• [REQUIRED ACTION]
Lines in the listing below that include the word "dead" need to be copied.
● ● ● ● ●
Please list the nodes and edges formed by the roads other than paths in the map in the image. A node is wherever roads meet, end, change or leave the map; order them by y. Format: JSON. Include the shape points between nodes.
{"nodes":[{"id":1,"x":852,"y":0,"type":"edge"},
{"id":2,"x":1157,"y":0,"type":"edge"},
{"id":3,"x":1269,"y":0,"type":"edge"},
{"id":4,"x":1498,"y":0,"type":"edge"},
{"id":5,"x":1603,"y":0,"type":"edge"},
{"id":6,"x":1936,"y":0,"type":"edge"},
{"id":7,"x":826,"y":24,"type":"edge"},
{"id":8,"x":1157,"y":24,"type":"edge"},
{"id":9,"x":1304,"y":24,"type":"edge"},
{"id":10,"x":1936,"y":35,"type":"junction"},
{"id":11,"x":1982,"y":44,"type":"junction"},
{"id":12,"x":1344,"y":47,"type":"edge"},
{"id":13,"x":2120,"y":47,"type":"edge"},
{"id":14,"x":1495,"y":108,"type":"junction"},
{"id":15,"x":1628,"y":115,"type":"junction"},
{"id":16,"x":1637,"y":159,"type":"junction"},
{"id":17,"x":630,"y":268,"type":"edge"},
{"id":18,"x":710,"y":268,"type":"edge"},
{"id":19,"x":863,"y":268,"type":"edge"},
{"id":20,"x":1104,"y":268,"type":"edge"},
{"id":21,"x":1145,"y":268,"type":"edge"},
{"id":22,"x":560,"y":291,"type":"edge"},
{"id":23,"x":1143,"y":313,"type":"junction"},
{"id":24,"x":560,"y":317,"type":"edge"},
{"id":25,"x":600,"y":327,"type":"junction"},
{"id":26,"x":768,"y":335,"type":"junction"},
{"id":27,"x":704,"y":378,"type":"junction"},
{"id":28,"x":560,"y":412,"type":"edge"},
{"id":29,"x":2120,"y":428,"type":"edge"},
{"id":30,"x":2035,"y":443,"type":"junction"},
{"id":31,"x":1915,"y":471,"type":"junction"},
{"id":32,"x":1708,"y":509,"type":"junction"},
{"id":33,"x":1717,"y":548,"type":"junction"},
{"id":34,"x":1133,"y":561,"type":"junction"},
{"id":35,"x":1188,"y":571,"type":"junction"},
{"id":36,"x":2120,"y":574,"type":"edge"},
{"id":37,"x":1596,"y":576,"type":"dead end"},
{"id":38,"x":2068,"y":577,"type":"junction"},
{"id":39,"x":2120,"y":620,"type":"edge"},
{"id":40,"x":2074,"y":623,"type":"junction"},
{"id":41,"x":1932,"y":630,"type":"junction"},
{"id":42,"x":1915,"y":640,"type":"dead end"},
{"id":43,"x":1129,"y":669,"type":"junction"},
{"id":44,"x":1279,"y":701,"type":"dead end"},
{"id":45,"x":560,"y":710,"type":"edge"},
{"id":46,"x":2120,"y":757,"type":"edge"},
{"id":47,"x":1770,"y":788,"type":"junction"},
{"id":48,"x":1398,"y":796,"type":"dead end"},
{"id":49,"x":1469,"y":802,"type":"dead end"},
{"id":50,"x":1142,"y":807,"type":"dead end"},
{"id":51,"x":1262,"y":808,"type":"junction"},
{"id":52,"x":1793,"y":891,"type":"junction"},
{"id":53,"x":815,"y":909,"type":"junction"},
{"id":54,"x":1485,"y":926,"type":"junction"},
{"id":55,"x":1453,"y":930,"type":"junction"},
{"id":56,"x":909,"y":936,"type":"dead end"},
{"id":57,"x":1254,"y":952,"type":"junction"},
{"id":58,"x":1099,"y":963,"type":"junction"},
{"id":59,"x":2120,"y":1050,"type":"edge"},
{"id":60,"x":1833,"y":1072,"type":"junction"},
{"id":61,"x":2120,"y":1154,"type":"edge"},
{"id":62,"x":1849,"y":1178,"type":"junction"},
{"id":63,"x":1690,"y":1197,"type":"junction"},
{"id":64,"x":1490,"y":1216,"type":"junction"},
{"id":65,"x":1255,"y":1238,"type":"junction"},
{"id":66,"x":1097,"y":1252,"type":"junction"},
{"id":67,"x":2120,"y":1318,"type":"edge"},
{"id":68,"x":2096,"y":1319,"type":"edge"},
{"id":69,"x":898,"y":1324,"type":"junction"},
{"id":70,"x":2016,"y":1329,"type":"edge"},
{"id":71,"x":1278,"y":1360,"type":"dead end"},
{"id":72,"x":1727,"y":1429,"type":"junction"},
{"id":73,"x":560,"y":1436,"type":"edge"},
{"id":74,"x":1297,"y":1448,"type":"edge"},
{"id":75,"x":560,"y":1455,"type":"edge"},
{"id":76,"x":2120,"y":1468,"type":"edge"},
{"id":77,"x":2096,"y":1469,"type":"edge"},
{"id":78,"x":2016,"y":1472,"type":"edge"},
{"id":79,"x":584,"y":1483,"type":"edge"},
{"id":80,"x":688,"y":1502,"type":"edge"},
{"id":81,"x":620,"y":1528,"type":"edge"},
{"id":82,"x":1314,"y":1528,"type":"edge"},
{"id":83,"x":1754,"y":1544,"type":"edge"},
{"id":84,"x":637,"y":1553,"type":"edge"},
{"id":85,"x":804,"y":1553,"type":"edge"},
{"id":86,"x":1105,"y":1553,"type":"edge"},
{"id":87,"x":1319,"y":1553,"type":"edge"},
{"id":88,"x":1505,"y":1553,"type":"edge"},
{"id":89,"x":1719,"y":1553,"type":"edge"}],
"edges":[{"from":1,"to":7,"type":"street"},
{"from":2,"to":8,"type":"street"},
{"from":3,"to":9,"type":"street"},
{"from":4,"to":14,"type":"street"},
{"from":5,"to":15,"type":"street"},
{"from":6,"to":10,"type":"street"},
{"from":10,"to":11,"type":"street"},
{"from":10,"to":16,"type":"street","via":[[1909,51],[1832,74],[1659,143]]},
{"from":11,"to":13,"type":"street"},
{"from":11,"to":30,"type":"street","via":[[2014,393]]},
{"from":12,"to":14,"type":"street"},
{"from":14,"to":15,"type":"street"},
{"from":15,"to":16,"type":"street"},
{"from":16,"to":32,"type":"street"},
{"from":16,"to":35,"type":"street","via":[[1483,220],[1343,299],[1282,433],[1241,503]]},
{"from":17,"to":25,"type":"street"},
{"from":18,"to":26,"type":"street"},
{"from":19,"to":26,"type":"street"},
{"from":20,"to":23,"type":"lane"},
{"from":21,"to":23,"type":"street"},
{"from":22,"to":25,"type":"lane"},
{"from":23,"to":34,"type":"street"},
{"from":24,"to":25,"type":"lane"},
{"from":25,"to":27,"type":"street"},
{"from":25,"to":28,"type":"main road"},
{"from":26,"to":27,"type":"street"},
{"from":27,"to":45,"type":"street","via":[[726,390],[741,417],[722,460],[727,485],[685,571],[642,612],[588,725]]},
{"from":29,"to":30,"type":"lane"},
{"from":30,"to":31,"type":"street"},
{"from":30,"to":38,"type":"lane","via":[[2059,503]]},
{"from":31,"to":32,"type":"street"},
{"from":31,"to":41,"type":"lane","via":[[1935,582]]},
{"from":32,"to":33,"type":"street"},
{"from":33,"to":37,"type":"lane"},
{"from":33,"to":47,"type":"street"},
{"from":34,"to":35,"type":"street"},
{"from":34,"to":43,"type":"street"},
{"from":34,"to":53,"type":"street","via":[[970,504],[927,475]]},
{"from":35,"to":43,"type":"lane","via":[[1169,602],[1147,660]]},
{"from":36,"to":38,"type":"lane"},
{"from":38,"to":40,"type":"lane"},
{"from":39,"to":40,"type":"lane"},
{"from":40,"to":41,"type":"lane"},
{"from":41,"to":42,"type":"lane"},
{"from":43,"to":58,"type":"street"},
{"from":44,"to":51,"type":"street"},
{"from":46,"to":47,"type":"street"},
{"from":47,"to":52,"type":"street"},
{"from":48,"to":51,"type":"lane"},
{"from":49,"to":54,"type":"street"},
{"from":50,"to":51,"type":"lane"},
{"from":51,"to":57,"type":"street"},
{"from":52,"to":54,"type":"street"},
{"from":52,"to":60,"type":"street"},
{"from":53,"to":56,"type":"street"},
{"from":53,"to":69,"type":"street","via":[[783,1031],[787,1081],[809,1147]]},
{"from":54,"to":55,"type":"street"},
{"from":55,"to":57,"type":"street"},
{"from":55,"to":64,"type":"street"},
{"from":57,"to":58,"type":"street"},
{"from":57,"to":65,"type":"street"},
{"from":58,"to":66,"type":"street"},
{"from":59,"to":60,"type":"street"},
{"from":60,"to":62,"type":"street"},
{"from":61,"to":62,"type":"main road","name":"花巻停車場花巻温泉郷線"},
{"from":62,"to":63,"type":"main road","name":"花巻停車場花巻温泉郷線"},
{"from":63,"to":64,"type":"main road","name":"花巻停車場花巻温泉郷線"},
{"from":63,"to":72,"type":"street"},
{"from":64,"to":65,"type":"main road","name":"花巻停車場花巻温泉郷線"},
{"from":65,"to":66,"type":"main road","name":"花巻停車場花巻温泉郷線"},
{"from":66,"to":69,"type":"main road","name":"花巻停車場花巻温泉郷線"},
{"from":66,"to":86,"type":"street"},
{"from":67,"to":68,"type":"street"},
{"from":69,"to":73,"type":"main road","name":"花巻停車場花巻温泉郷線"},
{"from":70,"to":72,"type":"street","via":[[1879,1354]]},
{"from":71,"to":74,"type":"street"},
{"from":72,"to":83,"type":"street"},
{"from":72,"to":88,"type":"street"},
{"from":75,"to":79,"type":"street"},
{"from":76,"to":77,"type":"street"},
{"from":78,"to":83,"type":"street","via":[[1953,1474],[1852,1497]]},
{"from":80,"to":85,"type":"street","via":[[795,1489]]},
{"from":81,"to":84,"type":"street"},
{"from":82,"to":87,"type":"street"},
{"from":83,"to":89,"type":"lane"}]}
● ● ● ● ●
• [SOLUTION FOR THIS EXERCISE]
{"id":37,"x":1596,"y":576,"type":"dead end"},
{"id":42,"x":1915,"y":640,"type":"dead end"},
{"id":44,"x":1279,"y":701,"type":"dead end"},
{"id":48,"x":1398,"y":796,"type":"dead end"},
{"id":49,"x":1469,"y":802,"type":"dead end"},
{"id":50,"x":1142,"y":807,"type":"dead end"},
{"id":56,"x":909,"y":936,"type":"dead end"},
{"id":71,"x":1278,"y":1360,"type":"dead end"},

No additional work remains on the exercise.